Knowledge is power (once you get over the fear of what you know). I learned a lot today. I am not glad of what I learned, but, I am glad that I learned it.
It has been quite a month. So many good things. And some difficult hurdles. Today was one of those hurdles . . . except that I haven’t made it over the bar yet.
I went to a breakfast put on by Susan G. Komen today. I brought my Mom with me. It was the first session of an ongoing education series. I learned a lot. There were three speakers. One of the speakers was a breast cancer research scientist who specializes in HER2+ breast cancer.
His talk was about the progress made since 1991 in breast cancer treatment. He highlighted breakthroughs over the past two decades, Herceptin being one of those major breakthroughs. His research is specifically focused on HER2+ breast cancer. According to this researcher, HER2+ breast cancer now accounts for 25 to 30 percent of breast cancer cases, and, it is the most aggressive form of breast cancer.
He put on a very informative presentation. It was clear and easy to follow . . . unless you were me, sitting in that room, taking in the statistics and sitting next to my Mom who heard much of this information for the first time. My head was swimming, it is still swimming a bit. And so, I came here to write. And, quite frankly, I do not know what to say.
I see my oncologist this Wednesday (The Rockstar, as some of us affectionately refer to Dr. Sara Hurvitz at UCLA). I am grateful to have her as my doctor. She is very frank with me, encouraging too, and, very, very smart. A good combination I think. My plan, at this moment, is to have a frank discussion with her about my future and what she thinks lies ahead. I say it is my plan “at the moment” because I think I will likely chicken out. You see, I learned a little more than I bargained for today.
I know I am not a statistic. I know this. But, it doesn’t mean that I am always able to tune out the ugly statistics. I was not expecting to hear a lecture about HER2+ breast cancer. I have read up on it plenty. But, it sounds like there is new information about HER2+ breast cancer. There are two known mechanisms of HER2 cells. It is one of these known mechanisms that is blocked by the drug Herceptin. Unfortunately, there is, according to this researcher, at least a third mechanism. He said “there is a secret mechanism with HER2” and that is what we are working on trying to identify. He kept saying there are “secrets” to HER2.
I did not allow my Mom or Dad to come and see me during chemo weekends. I had friends (incredible friends) who took care of me. I did not want my Mom and Dad to see what it was like. By the Sunday after chemo I was over the worst of it and so that is when they would come to see me.
Now, here I take my Mom to this “breakfast” and expose her to charts and graphs and statistics all blown up on a screen bigger than life. And that is the trouble . . . cancer can be bigger than life. And, it can take your life . . . even if you don’t die of it . . . if you allow it. And that is the challenge I think, to live in spite of it, to live above it. I think, for the most part I succeed in that. But, every now and then I get pulled under a bit and I struggle.
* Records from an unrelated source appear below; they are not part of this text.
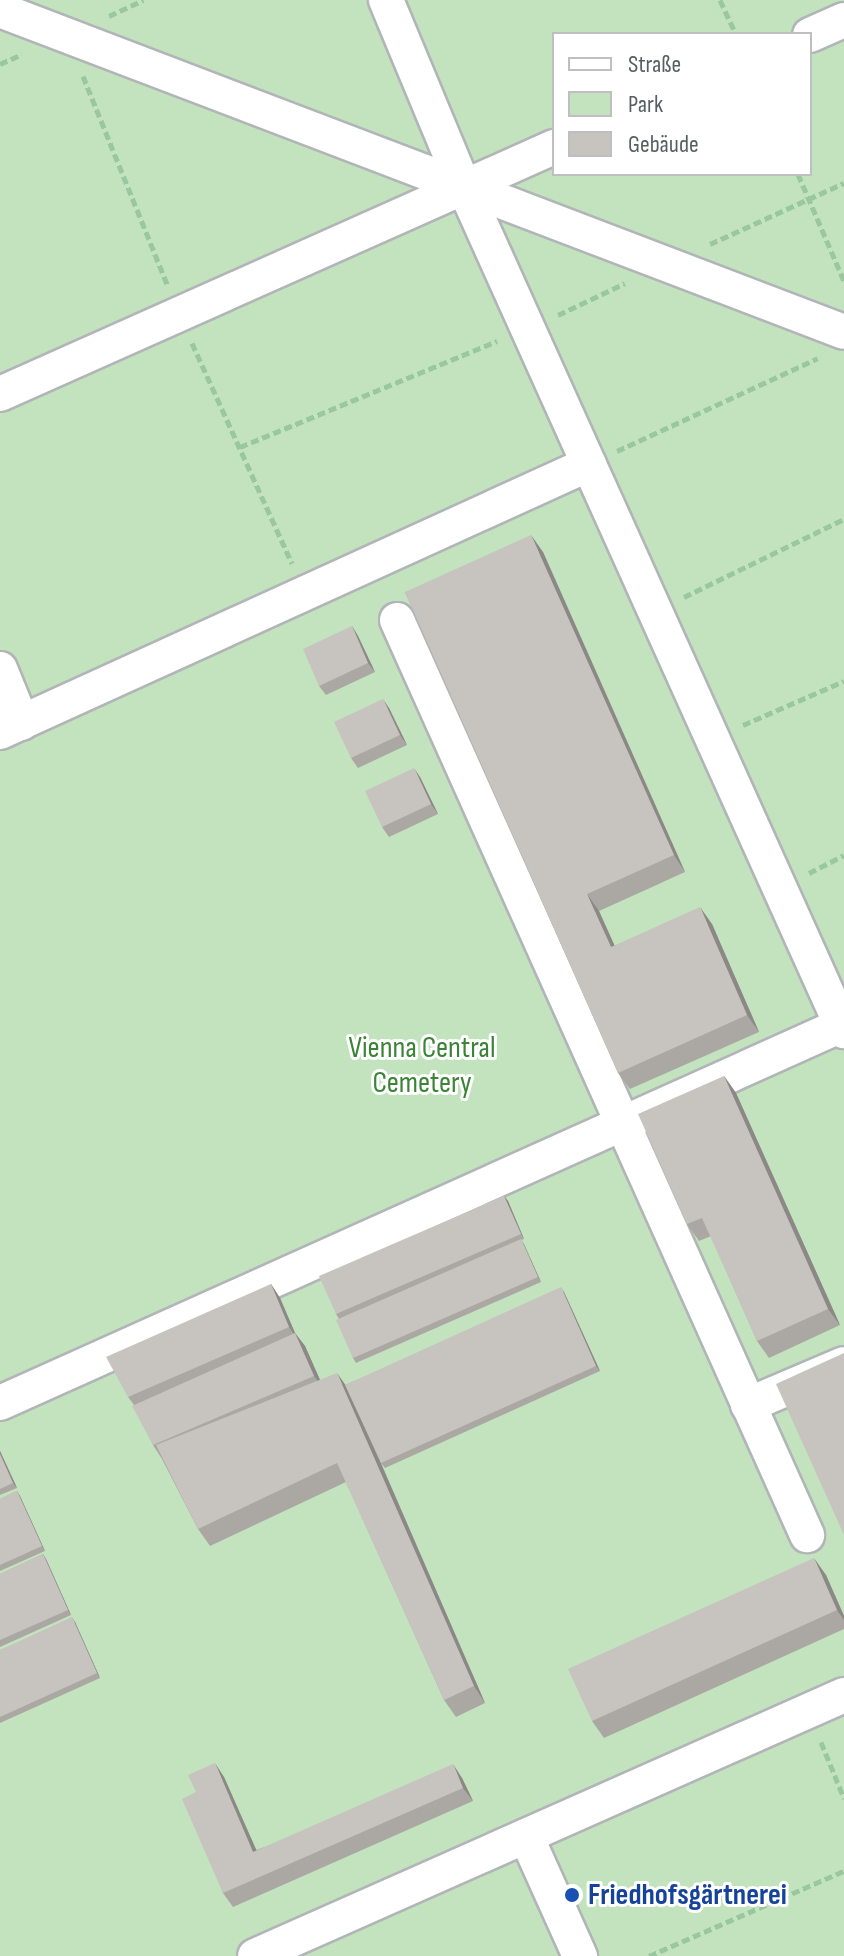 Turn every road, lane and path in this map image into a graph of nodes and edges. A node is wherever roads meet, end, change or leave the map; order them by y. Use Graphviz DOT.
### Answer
graph roads {
  1 [pos="386,0"];
  2 [pos="720,0"];
  3 [pos="0,10"];
  4 [pos="844,20"];
  5 [pos="735,32"];
  6 [pos="812,34"];
  7 [pos="552,148"];
  8 [pos="799,176"];
  9 [pos="464,187"];
  10 [pos="844,281"];
  11 [pos="833,343"];
  12 [pos="0,394"];
  13 [pos="589,464"];
  14 [pos="844,519"];
  15 [pos="655,611"];
  16 [pos="397,620"];
  17 [pos="0,669"];
  18 [pos="844,681"];
  19 [pos="11,728"];
  20 [pos="712,738"];
  21 [pos="843,1026"];
  22 [pos="620,1124"];
  23 [pos="844,1364"];
  24 [pos="0,1403"];
  25 [pos="748,1405"];
  26 [pos="807,1535"];
  27 [pos="844,1695"];
  28 [pos="808,1711"];
  29 [pos="844,1798"];
  30 [pos="526,1836"];
  31 [pos="844,1871"];
  32 [pos="255,1956"];
  33 [pos="580,1956"];
  34 [pos="649,1956"];
  1 -- 9 [label="lane"];
  2 -- 5 [label="path"];
  3 -- 9 [label="lane"];
  4 -- 6 [label="lane"];
  7 -- 9 [label="lane"];
  8 -- 10 [label="path"];
  9 -- 11 [label="lane"];
  9 -- 12 [label="lane"];
  9 -- 13 [label="lane"];
  11 -- 13 [label="path"];
  13 -- 15 [label="lane"];
  13 -- 19 [label="lane"];
  14 -- 15 [label="path"];
  15 -- 20 [label="lane"];
  16 -- 22 [label="lane"];
  17 -- 19 [label="lane"];
  18 -- 20 [label="path"];
  20 -- 21 [label="lane"];
  21 -- 22 [label="lane"];
  22 -- 24 [label="lane"];
  22 -- 25 [label="lane"];
  23 -- 25 [label="lane"];
  25 -- 26 [label="lane"];
  27 -- 28 [label="lane"];
  28 -- 29 [label="path"];
  28 -- 30 [label="lane"];
  30 -- 32 [label="lane"];
  30 -- 33 [label="lane"];
  31 -- 34 [label="path"];
}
I spoke with the research scientist after his presentation. He asked me about my family history and about my diagnosis. He commented on how young I was for this type of cancer (although I know a few women my age and younger with it). He winced too much for my liking. I know he is not my doctor. And, even though he is an MD/Phd, he is a scientist, not a doctor who sees patients. I guess I just didn’t expect him to wince so much when I answered his questions. Maybe he doesn’t often see his statistics off of the page. Maybe when one walks up to him and talks to him it is difficult or awkward. I don’t know. All I know is that it left me a bit sideways.
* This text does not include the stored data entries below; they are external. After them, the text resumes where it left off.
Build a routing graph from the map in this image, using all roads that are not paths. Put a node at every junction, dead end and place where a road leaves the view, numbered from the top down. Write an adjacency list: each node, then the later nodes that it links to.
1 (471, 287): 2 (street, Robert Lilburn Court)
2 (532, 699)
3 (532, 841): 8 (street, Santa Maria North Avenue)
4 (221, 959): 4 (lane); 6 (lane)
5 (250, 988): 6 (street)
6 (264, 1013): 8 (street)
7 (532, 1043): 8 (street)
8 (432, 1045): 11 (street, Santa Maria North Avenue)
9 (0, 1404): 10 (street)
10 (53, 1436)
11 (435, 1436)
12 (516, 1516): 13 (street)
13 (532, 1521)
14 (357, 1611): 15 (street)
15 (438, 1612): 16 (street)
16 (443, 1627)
So I guess by now, you have figured out that I was a little thrown by this breakfast. I wasn’t expecting a talk on HER2 cancer and I wasn’t expecting to learn something new about it. But, it gave me a lot to think about. I am very glad that I am seeing my oncologist on Wednesday.
I am having symptoms that are not so great. I am especially frustrated because I did not even know that these symptoms were anything to worry about. In fact, I didn’t even know these were symptoms. How is it that I did not know what to be on the look out for? I really feel like there is a disconnect of some kind. And quite frankly, I am really upset. I have had symptoms for a few months now that I did not know were anything to worry about. Hopefully it is nothing. But, the fact that I did not know to even be on the look out for these symptoms, is upsetting. And, scary. It stinks.
I work hard to stay informed, to stay on top of things . . . that is really all I can do. But, if I don’t know what to be on the look out for, then I lose time and with cancer, time is precious, you need it on your side, you need to find out as early as possible.
I am sorry for sounding grim. I came here to write, to get this off of me. I can’t get out of the body I am in, but, I can try to rid myself of some my thoughts.
I am sure that there could be non-worrisome reasons for these symptoms too. And, like I said, I am really glad that I am seeing my oncologist this week. I expect she will run some tests. My hope is, of course, that all is well.
Please say some prayers and send positive thoughts my way.